── Input for this task

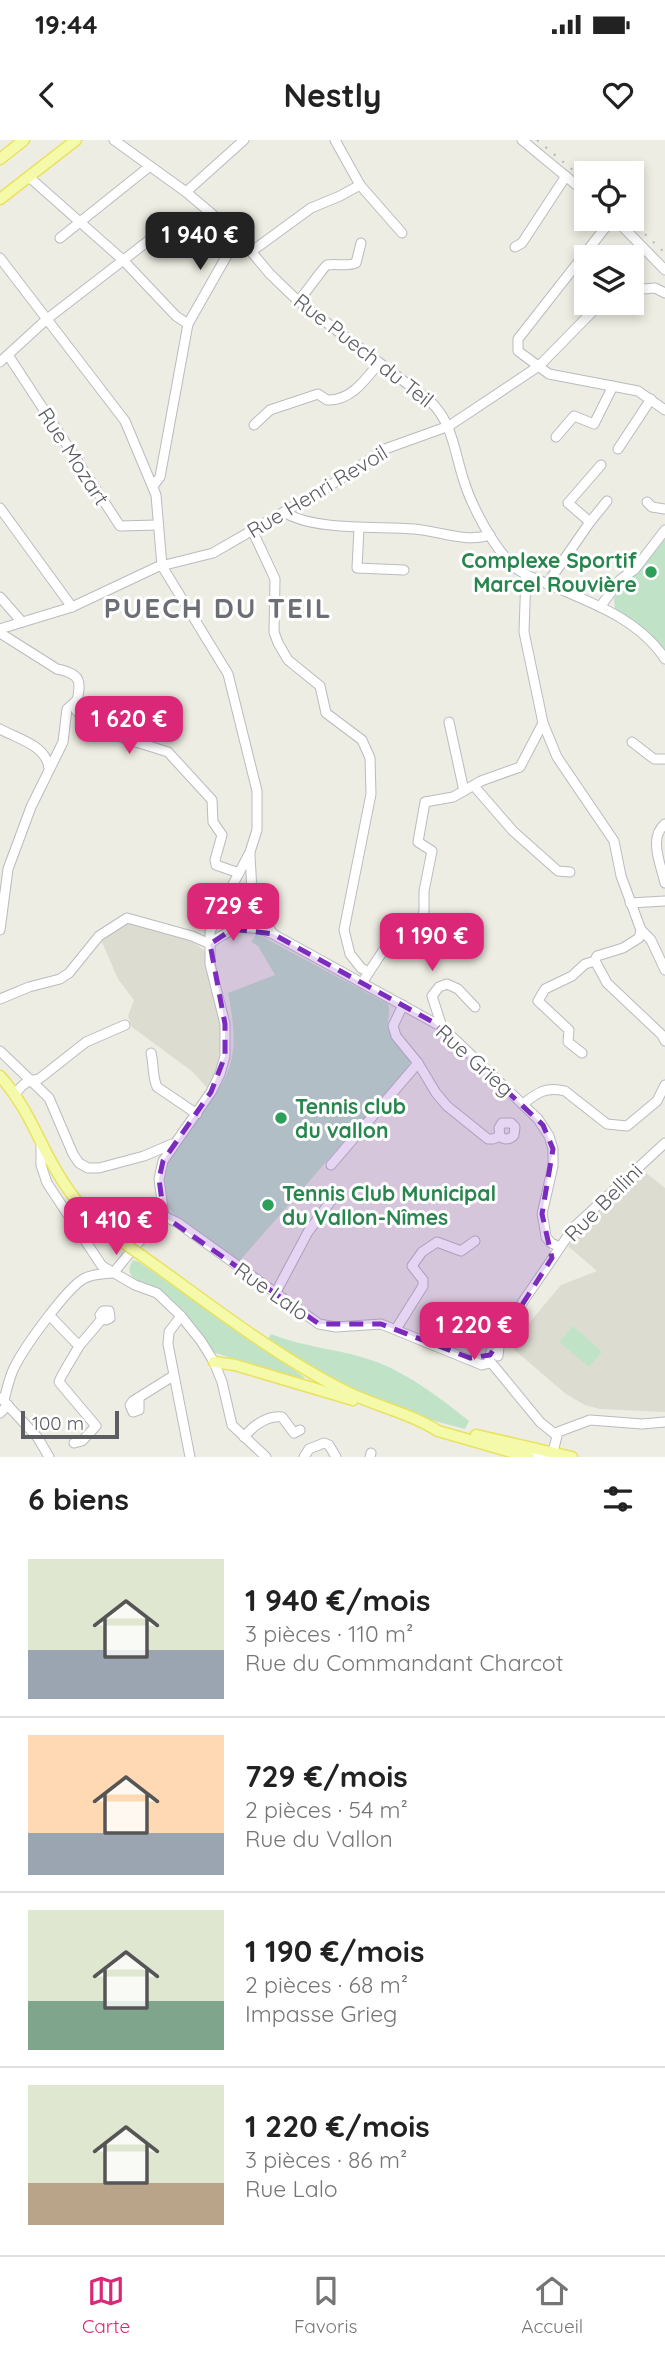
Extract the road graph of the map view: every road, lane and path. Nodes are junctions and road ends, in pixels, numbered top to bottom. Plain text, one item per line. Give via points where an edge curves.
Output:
1 (24, 140) edge
2 (76, 140) edge
3 (114, 140) edge
4 (244, 140) edge
5 (335, 140) edge
6 (522, 140) edge
7 (0, 159) edge
8 (150, 166) junction
9 (566, 176) junction
10 (29, 177) junction
11 (574, 183) edge
12 (360, 185) junction
13 (186, 192) junction
14 (0, 199) edge
15 (80, 221) junction
16 (161, 231) dead end
17 (604, 231) edge
18 (630, 231) edge
19 (402, 233) dead end
20 (238, 236) junction
21 (60, 238) dead end
22 (361, 243) dead end
23 (515, 247) dead end
24 (252, 251) junction
25 (123, 260) junction
26 (1, 263) edge
27 (665, 270) edge
28 (644, 289) edge
29 (665, 293) edge
30 (298, 301) junction
31 (589, 315) edge
32 (47, 319) junction
33 (188, 324) junction
34 (8, 355) junction
35 (0, 362) edge
36 (379, 363) junction
37 (537, 367) junction
38 (613, 386) junction
39 (650, 399) junction
40 (665, 410) edge
41 (254, 425) dead end
42 (449, 426) junction
43 (556, 437) dead end
44 (618, 449) dead end
45 (601, 465) dead end
46 (153, 486) junction
47 (607, 501) dead end
48 (647, 502) dead end
49 (0, 508) edge
50 (665, 509) edge
51 (284, 512) junction
52 (590, 522) junction
53 (157, 525) junction
54 (359, 528) junction
55 (252, 530) junction
56 (665, 530) edge
57 (490, 534) junction
58 (162, 566) junction
59 (404, 570) dead end
60 (526, 574) junction
61 (547, 584) junction
62 (0, 597) edge
63 (72, 607) junction
64 (600, 607) junction
65 (22, 622) junction
66 (0, 631) edge
67 (665, 659) edge
68 (77, 699) junction
69 (449, 722) dead end
70 (543, 723) junction
71 (0, 729) edge
72 (632, 742) dead end
73 (665, 759) edge
74 (49, 768) junction
75 (474, 786) junction
76 (464, 792) junction
77 (665, 824) edge
78 (250, 852) junction
79 (570, 872) dead end
80 (239, 873) junction
81 (665, 883) edge
82 (225, 899) junction
83 (665, 901) edge
84 (630, 903) junction
85 (251, 904) junction
86 (217, 914) junction
87 (233, 929) junction
88 (0, 930) edge
89 (641, 930) junction
90 (210, 932) junction
91 (274, 934) junction
92 (192, 936) junction
93 (210, 944) junction
94 (595, 961) junction
95 (665, 970) edge
96 (369, 972) junction
97 (362, 983) junction
98 (0, 999) edge
99 (403, 1005) junction
100 (475, 1007) dead end
101 (125, 1025) dead end
102 (442, 1027) junction
103 (665, 1041) edge
104 (0, 1051) edge
105 (151, 1053) dead end
106 (582, 1054) dead end
107 (418, 1063) junction
108 (30, 1080) junction
109 (2, 1082) edge
110 (665, 1085) edge
111 (15, 1094) junction
112 (523, 1104) junction
113 (197, 1114) junction
114 (500, 1136) dead end
115 (41, 1138) junction
116 (665, 1143) edge
117 (173, 1144) junction
118 (144, 1156) junction
119 (331, 1166) dead end
120 (160, 1172) junction
121 (336, 1194) dead end
122 (164, 1216) junction
123 (544, 1224) junction
124 (546, 1237) junction
125 (566, 1238) junction
126 (475, 1241) dead end
127 (560, 1247) junction
128 (552, 1258) junction
129 (114, 1272) junction
130 (275, 1294) junction
131 (50, 1316) junction
132 (181, 1316) junction
133 (102, 1319) dead end
134 (396, 1329) junction
135 (79, 1346) junction
136 (493, 1359) junction
137 (214, 1362) junction
138 (173, 1376) junction
139 (139, 1398) dead end
140 (4, 1400) edge
141 (0, 1413) edge
142 (404, 1415) junction
143 (665, 1422) edge
144 (426, 1423) junction
145 (300, 1430) dead end
146 (556, 1435) junction
147 (244, 1437) junction
148 (74, 1443) dead end
149 (496, 1453) edge
150 (550, 1455) edge
151 (340, 1456) edge
152 (518, 1456) edge
153 (49, 1457) edge
154 (190, 1457) edge
155 (266, 1457) edge
156 (304, 1457) edge
157 (572, 1457) edge

1 - 7 main road
2 - 10 main road
3 - 8 street, Rue Puech du Teil
4 - 13 street
5 - 12 street
6 - 9 street
8 - 13 street, Rue Puech du Teil
8 - 15 street
9 - 11 street
9 - 23 street
10 - 14 main road
10 - 15 street
12 - 19 street
12 - 24 street via 311,208
13 - 20 street, Rue Puech du Teil
15 - 21 street
15 - 25 street
16 - 25 street
17 - 37 street via 518,339 518,351
18 - 27 street
20 - 24 street, Rue Puech du Teil
20 - 33 street
22 - 30 street via 356,263 322,268
24 - 30 street, Rue Puech du Teil
25 - 32 street
25 - 33 street
26 - 32 street
28 - 29 street
30 - 36 street, Rue Puech du Teil
31 - 37 street, Rue Henri Revoil
32 - 34 street
32 - 46 street via 125,421
33 - 46 street via 160,477
34 - 35 street
34 - 53 street, Rue Mozart via 120,526
36 - 41 street via 358,388 341,398 327,400 318,394 270,410
36 - 42 street, Rue Puech du Teil via 430,401
37 - 38 street via 549,374
37 - 42 street, Rue Henri Revoil
38 - 39 street via 638,391
38 - 43 street via 593,424 574,416
39 - 40 street
39 - 44 street
42 - 51 street, Rue Henri Revoil via 384,449
42 - 57 street, Rue Puech du Teil via 463,480
45 - 52 street via 568,503
46 - 53 street
47 - 52 street
48 - 50 street
49 - 63 street
51 - 54 street via 294,519
51 - 55 street, Rue Henri Revoil
52 - 61 street
53 - 58 street
54 - 57 street via 414,529 473,538
54 - 59 street via 357,568
55 - 58 street, Rue Henri Revoil via 213,554
55 - 96 street via 275,579 278,643 288,660 320,687 326,713 362,740 370,758 371,794 344,930 350,954
56 - 64 street
57 - 60 street, Rue Puech du Teil
58 - 63 street, Rue Henri Revoil
58 - 78 street via 228,674 257,791 257,830
60 - 61 street
60 - 70 street via 524,632
61 - 64 street
62 - 65 street
63 - 65 street, Rue Henri Revoil
64 - 67 street via 651,640
65 - 66 street, Rue Henri Revoil
66 - 68 street via 78,678
68 - 74 street via 67,709 63,742
68 - 80 street via 76,710 88,724 169,751 212,800 214,822 222,835 216,865
69 - 76 street
70 - 75 street via 520,767
70 - 84 street via 557,757 614,841
71 - 74 street via 33,745
72 - 73 street via 654,760
74 - 88 street via 8,869
75 - 76 street
75 - 79 street via 513,831 558,871
76 - 96 street via 425,802 418,842 432,852 422,920 390,950 385,948
77 - 81 street via 656,844
78 - 80 street
78 - 85 street
80 - 82 street
82 - 85 street via 239,897
82 - 86 street
83 - 84 street
84 - 89 street
85 - 87 street via 247,918
85 - 91 street, Rue Grieg
86 - 87 street
86 - 90 street
87 - 91 street, Rue Grieg
87 - 93 street
89 - 94 street via 632,943 597,956
89 - 95 street
90 - 92 street
90 - 93 street
91 - 97 street, Rue Grieg
92 - 93 street
92 - 98 street via 127,918 99,936 60,979
93 - 113 street via 226,1042 220,1074
94 - 103 street via 602,977
94 - 106 street via 545,989 538,1001 569,1030 568,1042
96 - 97 street
97 - 99 street, Rue Grieg
99 - 102 street, Rue Grieg
99 - 107 street via 393,1026
100 - 102 street via 458,989 447,984 439,987 432,996
101 - 108 street via 86,1042 39,1079
102 - 112 street, Rue Grieg
104 - 108 street
105 - 113 street via 157,1087
107 - 114 street via 447,1106 488,1139
107 - 119 street
108 - 111 street
108 - 118 street via 49,1098 79,1163 99,1168
109 - 111 main road
110 - 112 street via 657,1101 627,1126 607,1124 556,1089 541,1091
111 - 115 main road
112 - 123 street, Rue Grieg via 543,1125 553,1149
113 - 117 street
115 - 129 street via 41,1165 47,1183 102,1266
115 - 142 main road, bridge via 67,1189 109,1233 282,1356 346,1392
116 - 125 street, Rue Bellini
117 - 118 street
117 - 120 street
118 - 120 street
120 - 122 street
121 - 130 street via 308,1232
122 - 129 street
122 - 130 street, Rue Lalo
123 - 124 street, Rue Grieg
123 - 125 street via 553,1234
124 - 127 street
124 - 128 street, Rue Grieg
125 - 127 street, Rue Bellini
126 - 134 street via 461,1251 437,1242 422,1252 412,1266 424,1286
127 - 128 street, Rue Bellini
128 - 136 street, Rue Bellini via 500,1336
129 - 131 street via 86,1277
129 - 132 street via 157,1293
130 - 134 street, Rue Lalo via 319,1324 373,1323
131 - 135 street
131 - 140 street via 17,1361
132 - 137 street
132 - 138 street via 169,1332
133 - 135 street
134 - 136 street, Rue Lalo via 482,1365
135 - 148 street via 58,1380 96,1426
136 - 146 street via 502,1379
137 - 142 main road
137 - 147 street via 232,1425
138 - 139 street
138 - 154 street
140 - 141 street
140 - 153 street
142 - 144 main road
143 - 146 street via 590,1420
144 - 149 main road
144 - 150 main road
145 - 147 street via 294,1433 276,1416 253,1426
146 - 150 street
147 - 155 street
149 - 152 main road
150 - 152 street
150 - 157 main road
151 - 156 street via 324,1443 309,1449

────

**Work to complete**
Provide the number of lines in the entries that include "Revoil", and no other text.

**Solution below**
8